Comparative Study of Hydroquinone-Free and Hydroquinone-Based Hyperpigmentation Regimens in Treating Facial Hyperpigmentation and Photoaging

March 2013 | Volume 12 | Issue 3 | Supplement Individual Articles | 32 | Copyright © March 2013

Sabrina G. Fabi MD and Mitchel P. Goldman MD

Goldman, Butterwick, Fitzpatrick, Groff & Fabi, Cosmetic Laser Dermatology, San Diego, CA

BACKGROUND: Photoaged skin, characterized by mottled, irregular areas of pigmentation, is a common skin condition that is often difficult to treat. The areas of hypermelanosis are an aesthetic concern to subjects and may lead to social distress and quality of life issues. There are many commercial hyperpigmentation regimens marketed to lighten dark spots and improve overall skin dyschromia. However, data to support efficacy of such kits are often lacking.
OBJECTIVE: This investigator-blinded, randomized trial was conducted to compare a new hydroquinone (HQ)-free hyperpigmentation regimen against a leading HQ-based hyperpigmentation regimen for the treatment of facial hyperpigmentation and photoaging.
METHODS: Subjects with mottled pigmentation and photodamaged facial skin were randomized to treatment with either the new 4-product (HQ-free) SkinMedica® Hyperpigmentation System (SKM; SkinMedica, an Allergan Company, Carlsbad, CA) kit or the 7-product (HQ-containing) Obagi Nu-Derm System (OMP; Obagi Medical Products, Long Beach, CA) kit. Subjects were evaluated by a blinded investigator for clinical efficacy and tolerability using grading scales at baseline and at weeks 4, 8, and 12. Standardized digital photographs were taken at baseline and week 12. Self-assessment questionnaires were completed at week 12.
RESULTS: Thirty-six female subjects (16: SKM; 20: OMP) completed the 12-week comparative study. Both hyperpigmentation regimens significantly reduced Overall Hyperpigmentation, Mottled Pigmentation Area and Severity Index (MoPASI), global photoaging, and sallowness at week 12 compared to baseline. Significant reductions in tactile roughness were seen with the OMP regimen at week 12. In these investigator-blinded assessments, there were no significant differences between treatment groups, nor was there a difference in global response to treatment. Investigator assessments of tolerability showed mean scores were mild or below for all parameters with both treatment regimens.
CONCLUSION: A new 4-product (HQ-free) regimen was shown to be as effective and tolerable as a 7-product (HQ-based) regimen in reducing facial hyperpigmentation and photoaging in females with mottled pigmentation and photodamaged facial skin.

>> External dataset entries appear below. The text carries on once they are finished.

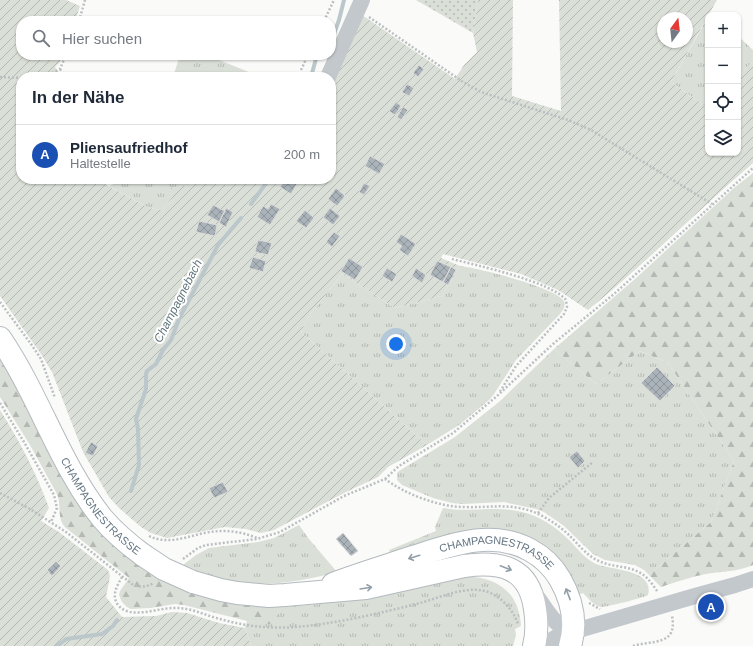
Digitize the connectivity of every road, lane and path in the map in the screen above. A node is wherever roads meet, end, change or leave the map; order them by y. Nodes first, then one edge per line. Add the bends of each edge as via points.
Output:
1 (85, 0) edge
2 (334, 0) edge
3 (360, 5) edge
4 (80, 16) edge
5 (326, 16) edge
6 (336, 59) edge
7 (64, 60) edge
8 (306, 60) edge
9 (336, 60) edge
10 (60, 69) junction
11 (301, 70) dead end
12 (54, 72) edge
13 (62, 72) edge
14 (330, 72) edge
15 (0, 77) edge
16 (16, 78) edge
17 (753, 168) edge
18 (712, 204) junction
19 (452, 259) dead end
20 (0, 302) edge
21 (0, 338) edge
22 (497, 396) junction
23 (57, 402) dead end
24 (0, 403) edge
25 (593, 462) dead end
26 (385, 479) junction
27 (0, 493) edge
28 (538, 514) junction
29 (51, 522) junction
30 (257, 538) junction
31 (144, 545) junction
32 (183, 559) dead end
33 (753, 579) edge
34 (530, 588) junction
35 (313, 592) junction
36 (657, 592) dead end
37 (669, 603) junction
38 (519, 630) dead end
39 (572, 639) edge
40 (534, 646) edge
41 (543, 646) edge
42 (633, 646) edge

1 - 4 path
2 - 5 path
3 - 6 street
3 - 18 path via 478,91 592,130
7 - 10 path
8 - 11 path
9 - 14 street
10 - 12 path
10 - 13 path
15 - 16 path
17 - 18 path
18 - 22 path
19 - 22 path via 536,283 566,300 564,314 516,366
20 - 23 path via 40,359
21 - 31 main road, CHAMPAGNESTRASSE via 84,493 111,528
22 - 26 path via 453,433 399,466
24 - 29 path via 54,495 57,508
25 - 28 path via 549,498
26 - 28 path via 398,488 440,504 465,508 509,506
26 - 30 path via 344,496 280,532
27 - 29 path
28 - 36 path via 558,526 594,559 643,574
29 - 38 path via 122,577 114,596 122,609 132,612 184,608 221,620 264,627 297,627 364,616 459,592 477,590 499,598 514,615
30 - 31 path via 244,533 224,531 168,540 157,539
30 - 32 path via 206,545
31 - 35 main road, CHAMPAGNESTRASSE, bridge via 164,569 193,582 221,590 254,595
33 - 37 street
35 -> 34 main road, CHAMPAGNESTRASSE via 366,588 464,566 485,564 512,570
34 - 39 street, CHAMPAGNESTRASSE
34 - 40 main road, CHAMPAGNESTRASSE via 536,621
39 -> 35 main road, CHAMPAGNESTRASSE via 571,604 558,575 536,553 502,540 484,539 452,546 362,573
37 - 39 street
37 - 42 path via 673,623 669,637 663,641
39 - 41 street via 558,636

J Drugs Dermatol. 2013;12(3 suppl 1):s32-s37.


As humans age, irregular areas of facial hyperpigmentation, resulting from a combination of intrinsic aging and long-term exposure to ultraviolet light, become more common.1,2 While there is great variation in the color of human skin worldwide, a uniform or even facial skin color is considered a sign of health, attractiveness, and youthfulness, and is therefore aesthetically desirable.3,4 Hyperpigmentary skin disorders can cause emotional and psychological effects and a decreased quality of life.5,6 In our image-conscious society, affected individuals are increasingly requesting treatment for this aesthetic problem to improve appearance. Hydroquinone (HQ) has long been considered the gold standard for skin lighteners,7-9 despite a rather modest efficacy requiring several weeks of treatment before its depigmenting effects are readily seen. More recently, various regulatory agencies around the world, including the US Food and Drug Administration (FDA), have raised questions related to the safety of HQ.7-10 This has prompted efforts to develop options for alternative and HQ-free treatments for hyperpigmentation.
Overall treatment success for hyperpigmentation is best achieved by combining various agents that work at different stages of melanogenesis. Thus, providing patients with a comprehensive regimen that lightens existing hyperpigmentation, prevents new pigment formation, and minimizes stimulation by ultraviolet rays may further enhance overall treatment success.
A comprehensive and HQ-free hyperpigmentation regimen was developed to address these key areas, combining 4 products including a novel skin brightening complex, facial cleanser, tri-retinol 1.1%, and sunscreen. The present study compares this new 4-product HQ-free SkinMedica® Hyperpigmentation System (SKM; SkinMedica, an Allergan Company, Carlsbad, CA) regimen against a 7-product HQ-based Obagi Nu-Derm System (OMP; Obagi Medical Products, Long Beach, CA) regimen in the treatment of facial hyperpigmentation and photoaging.
This study was conducted using the same design as a recently published study where 2 HQ-based hyperpigmentation kits were shown to be equally effective in significantly improving mottled pigmentation and photodamage in females.11 However, to further explore the effects of this multimodality skin brightening complex, HQ was replaced with the skin brightening complex in the SKM regimen.